------ Supplied records

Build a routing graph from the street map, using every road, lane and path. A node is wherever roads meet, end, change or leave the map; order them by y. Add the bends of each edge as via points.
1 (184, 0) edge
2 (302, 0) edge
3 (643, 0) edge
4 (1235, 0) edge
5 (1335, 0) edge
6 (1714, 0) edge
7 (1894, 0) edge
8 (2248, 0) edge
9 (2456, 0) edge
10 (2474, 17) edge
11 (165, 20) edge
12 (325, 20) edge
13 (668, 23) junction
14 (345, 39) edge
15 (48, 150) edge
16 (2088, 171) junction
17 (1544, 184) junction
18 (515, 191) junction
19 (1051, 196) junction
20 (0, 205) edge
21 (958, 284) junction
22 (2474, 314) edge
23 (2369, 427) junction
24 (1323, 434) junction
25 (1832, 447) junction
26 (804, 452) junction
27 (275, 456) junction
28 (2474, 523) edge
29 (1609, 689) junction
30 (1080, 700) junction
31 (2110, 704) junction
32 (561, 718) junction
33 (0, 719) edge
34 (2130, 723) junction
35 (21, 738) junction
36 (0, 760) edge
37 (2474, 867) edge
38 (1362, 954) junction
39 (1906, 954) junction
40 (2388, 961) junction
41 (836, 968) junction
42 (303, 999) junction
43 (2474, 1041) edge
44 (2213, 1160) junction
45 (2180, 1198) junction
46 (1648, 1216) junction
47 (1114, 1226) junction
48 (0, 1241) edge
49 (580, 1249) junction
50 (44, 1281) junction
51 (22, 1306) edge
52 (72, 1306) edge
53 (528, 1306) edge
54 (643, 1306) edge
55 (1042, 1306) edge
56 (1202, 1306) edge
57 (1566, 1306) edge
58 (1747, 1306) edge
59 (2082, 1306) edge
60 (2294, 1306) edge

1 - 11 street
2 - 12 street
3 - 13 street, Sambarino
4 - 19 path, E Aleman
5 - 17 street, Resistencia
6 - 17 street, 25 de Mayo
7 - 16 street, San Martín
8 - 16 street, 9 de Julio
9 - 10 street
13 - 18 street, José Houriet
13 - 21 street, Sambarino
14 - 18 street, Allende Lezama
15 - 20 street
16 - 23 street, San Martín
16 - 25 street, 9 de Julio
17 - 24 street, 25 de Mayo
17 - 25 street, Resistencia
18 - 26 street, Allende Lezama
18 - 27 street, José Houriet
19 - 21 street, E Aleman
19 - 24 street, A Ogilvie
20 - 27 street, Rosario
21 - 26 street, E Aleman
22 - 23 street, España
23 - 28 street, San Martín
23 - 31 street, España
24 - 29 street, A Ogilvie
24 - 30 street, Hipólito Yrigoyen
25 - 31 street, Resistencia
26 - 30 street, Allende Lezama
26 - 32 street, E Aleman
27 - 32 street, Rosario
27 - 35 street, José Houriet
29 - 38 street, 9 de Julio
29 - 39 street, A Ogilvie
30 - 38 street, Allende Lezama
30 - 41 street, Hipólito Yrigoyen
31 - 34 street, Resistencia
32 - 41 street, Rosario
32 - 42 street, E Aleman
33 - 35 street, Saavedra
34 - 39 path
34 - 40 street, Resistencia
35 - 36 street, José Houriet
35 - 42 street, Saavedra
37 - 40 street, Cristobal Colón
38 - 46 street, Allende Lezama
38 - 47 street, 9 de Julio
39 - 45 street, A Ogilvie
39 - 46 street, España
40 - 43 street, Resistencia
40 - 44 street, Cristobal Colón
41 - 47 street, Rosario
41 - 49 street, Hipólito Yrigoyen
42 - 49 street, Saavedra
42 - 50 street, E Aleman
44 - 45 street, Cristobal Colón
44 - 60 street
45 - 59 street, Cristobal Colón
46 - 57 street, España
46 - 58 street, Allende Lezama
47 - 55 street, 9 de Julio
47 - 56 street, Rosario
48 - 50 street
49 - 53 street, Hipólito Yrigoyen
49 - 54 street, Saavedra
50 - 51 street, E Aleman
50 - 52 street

------------

▸ Task instructions: Every line of the records containing the word "Houriet" must appear in the answer.

▸ Answer to the exercise:
13 - 18 street, José Houriet
18 - 27 street, José Houriet
27 - 35 street, José Houriet
35 - 36 street, José Houriet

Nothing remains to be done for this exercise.